On OP's demand, below I outline the main steps of the proof. First note that using the independences of the increments, we have that the characteristic function of $X_t-X_s$ is

$$ \mathbb E[e^{ia(X_t-X_s)}] = \phi(t,a)/\phi(s,a),\;\forall a \in \mathbb R, $$ where $\phi(t,a):=\mathbb E[e^{ia(X_t-X_0)}]$ for all $(t,a) \in \mathbb R_+ \times \mathbb R$. The proof then proceeds as follows.

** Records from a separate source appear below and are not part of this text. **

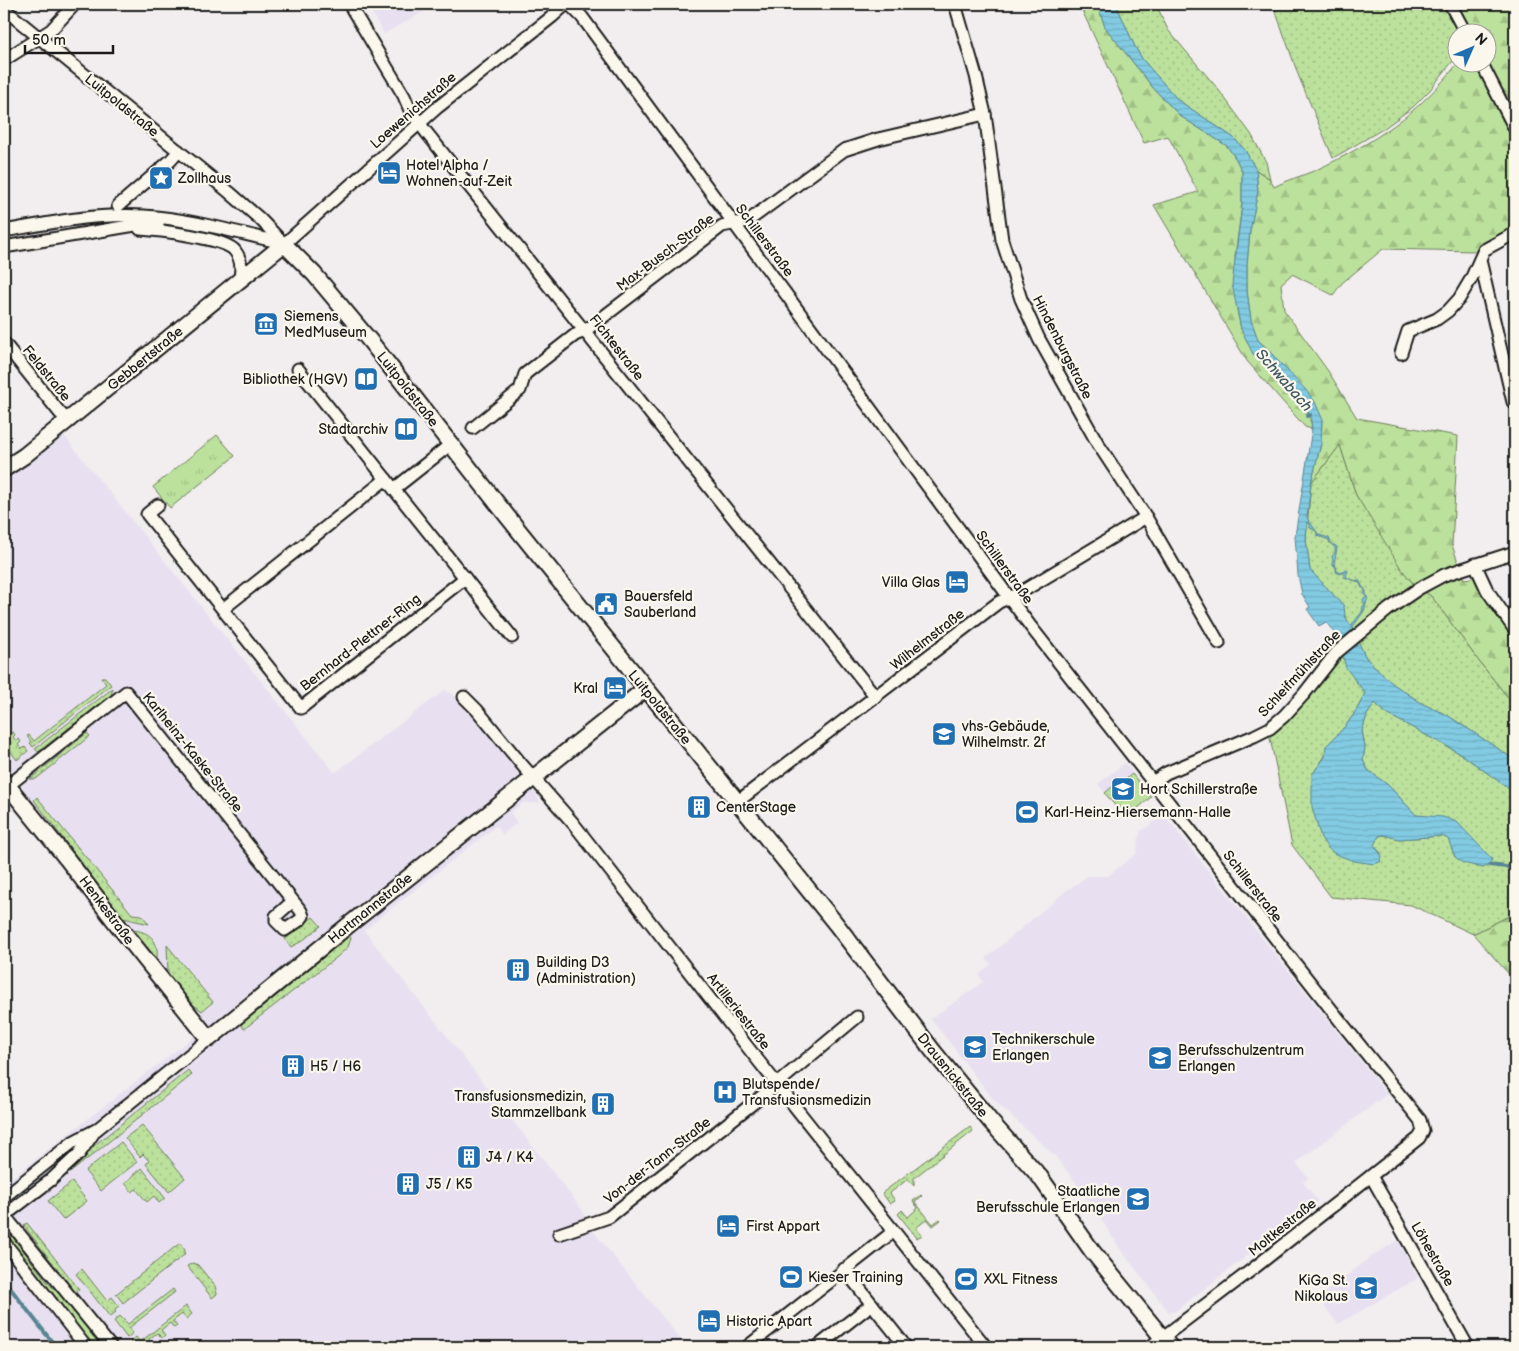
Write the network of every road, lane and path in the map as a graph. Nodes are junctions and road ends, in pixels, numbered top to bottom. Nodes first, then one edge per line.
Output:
1 (75, 4) edge
2 (349, 4) edge
3 (568, 4) edge
4 (955, 4) edge
5 (1450, 4) edge
6 (4, 9) edge
7 (1460, 22) edge
8 (39, 39) junction
9 (4, 60) edge
10 (1486, 72) edge
11 (985, 114) junction
12 (420, 122) junction
13 (1515, 129) edge
14 (179, 151) junction
15 (118, 206) dead end
16 (99, 217) junction
17 (170, 219) junction
18 (733, 223) junction
19 (126, 228) junction
20 (100, 230) junction
21 (4, 231) edge
22 (1515, 233) edge
23 (284, 244) junction
24 (4, 247) edge
25 (1480, 260) junction
26 (238, 281) junction
27 (585, 331) junction
28 (4, 344) edge
29 (1401, 353) dead end
30 (298, 369) dead end
31 (1513, 402) dead end
32 (68, 420) junction
33 (473, 428) dead end
34 (451, 444) junction
35 (4, 469) edge
36 (386, 479) junction
37 (394, 489) junction
38 (158, 505) dead end
39 (1146, 517) junction
40 (1515, 552) edge
41 (1475, 564) junction
42 (464, 578) junction
43 (1010, 598) junction
44 (223, 609) junction
45 (1515, 630) edge
46 (512, 637) dead end
47 (1219, 643) dead end
48 (645, 689) junction
49 (464, 697) dead end
50 (876, 698) junction
51 (533, 778) junction
52 (1153, 782) junction
53 (5, 785) edge
54 (737, 802) junction
55 (293, 901) dead end
56 (857, 1017) dead end
57 (209, 1039) junction
58 (776, 1083) junction
59 (96, 1130) junction
60 (1419, 1138) joint
61 (1371, 1176) junction
62 (4, 1197) edge
63 (4, 1216) edge
64 (894, 1231) junction
65 (559, 1234) dead end
66 (4, 1242) edge
67 (844, 1269) junction
68 (872, 1304) junction
69 (1161, 1344) edge
70 (86, 1347) edge
71 (111, 1347) edge
72 (747, 1347) edge
73 (817, 1347) edge
74 (906, 1347) edge
75 (986, 1347) edge
76 (1468, 1347) edge

1 - 8 street
2 - 12 street, Fichtestraße
3 - 12 street, Loewenichstraße
3 - 18 street, Schillerstraße
4 - 11 street, Hindenburgstraße
5 - 7 street
6 - 8 street, Luitpoldstraße
8 - 9 street
8 - 14 street, Luitpoldstraße
10 - 13 street
11 - 18 street, Max-Busch-Straße
11 - 39 street, Hindenburgstraße
12 - 23 street, Loewenichstraße
12 - 27 street, Fichtestraße
14 - 15 street
14 - 23 street, Luitpoldstraße
16 - 17 street
16 - 20 street
16 - 21 street
17 - 19 street
17 - 23 street
18 - 27 street, Max-Busch-Straße
18 - 43 street, Schillerstraße
19 - 20 street
19 - 26 street
20 - 24 street
22 - 25 street
23 - 26 main road, Gebbertstraße
23 - 34 main road, Luitpoldstraße
25 - 29 street
25 - 31 street
26 - 32 main road, Gebbertstraße
27 - 33 street, Max-Busch-Straße
27 - 50 street, Fichtestraße
28 - 32 street, Feldstraße
30 - 36 street
32 - 35 main road, Gebbertstraße
34 - 37 street
34 - 48 main road, Luitpoldstraße
36 - 37 street
36 - 44 street
37 - 42 street
38 - 44 street, Bernhard-Plettner-Ring
39 - 43 street, Wilhelmstraße
39 - 47 street, Hindenburgstraße
40 - 41 street, Schleifmühlstraße
41 - 45 street
41 - 52 street, Schleifmühlstraße
42 - 44 street, Bernhard-Plettner-Ring
42 - 46 street
43 - 50 street, Wilhelmstraße
43 - 52 street, Schillerstraße
48 - 51 main road, Hartmannstraße
48 - 54 main road, Luitpoldstraße
49 - 51 street, Artilleriestraße
50 - 54 street, Wilhelmstraße
51 - 57 main road, Hartmannstraße
51 - 58 street, Artilleriestraße
52 - 60 street, Schillerstraße
53 - 55 street, Karlheinz-Kaske-Straße
53 - 57 main road, Henkestraße
54 - 69 main road, Drausnickstraße
56 - 58 street, Von-der-Tann-Straße
57 - 59 street, Hartmannstraße
58 - 64 street, Artilleriestraße
58 - 65 street, Von-der-Tann-Straße
59 - 62 street, Hartmannstraße
59 - 63 street, Hartmannstraße
60 - 61 street, Moltkestraße
61 - 69 street, Moltkestraße
61 - 76 street, Löhestraße
63 - 71 street
64 - 67 street
64 - 75 street, Artilleriestraße
66 - 70 street
67 - 68 street
67 - 72 street
68 - 73 street
68 - 74 street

  • Step 1: Show that (see Lemma 3) there exists a unique continuous function $\psi:\mathbb R_+ \times \mathbb R \rightarrow \mathbb R$ such that for all $(t,a) \in \mathbb R_+ \times \mathbb R$, it holds that

    • $\psi(0,a)=0$,
    • $\mathbb E[e^{ia(X_t-X_0)}] = e^{\psi(t,a)}$,
    • $e^{iX_t - \psi(t,a)}$ is a martingale (w.r.t the natural filtration of the process $X$).
  • Step 2: Show that there exists a continuous function $\hat{b}:\mathbb R_+ \to \mathbb R$ such that for all $(t,a) \in \mathbb R_+ \times \mathbb R$, it holds that

    • $\hat{X}_t := X_t - \hat{b}_t$ is a martingale,
    • $ia(X_t-X_0)-\psi(t,a)-a\hat{X}_t/2$ is a square-integrable supermartingale.
  • Step 3: Show that (see Lemma 5) for every $(t,a) \in \mathbb R_+ \times \mathbb R$, it holds that $\psi(t,a) := iab_t - \sigma_t^2 a^2/2$, where $b_t := \mathbb E[X_t-X_0]$ and $\sigma_t := \mathbb E[\hat{X}_t^2]$.

Putting things together, you've got that for $0 \le s \le t$, $$ \mathbb E[e^{ia(X_t-X_s)}] = e^{\psi(t,a)} = e^{ia(b_t-b_s)-(\sigma_t^2-\sigma_s^2)a^2/2}, $$ which is the characteristic function of a normal distribution with mean $b_t$ and variance $\sigma_t^2-\sigma_s^2 \ge 0$.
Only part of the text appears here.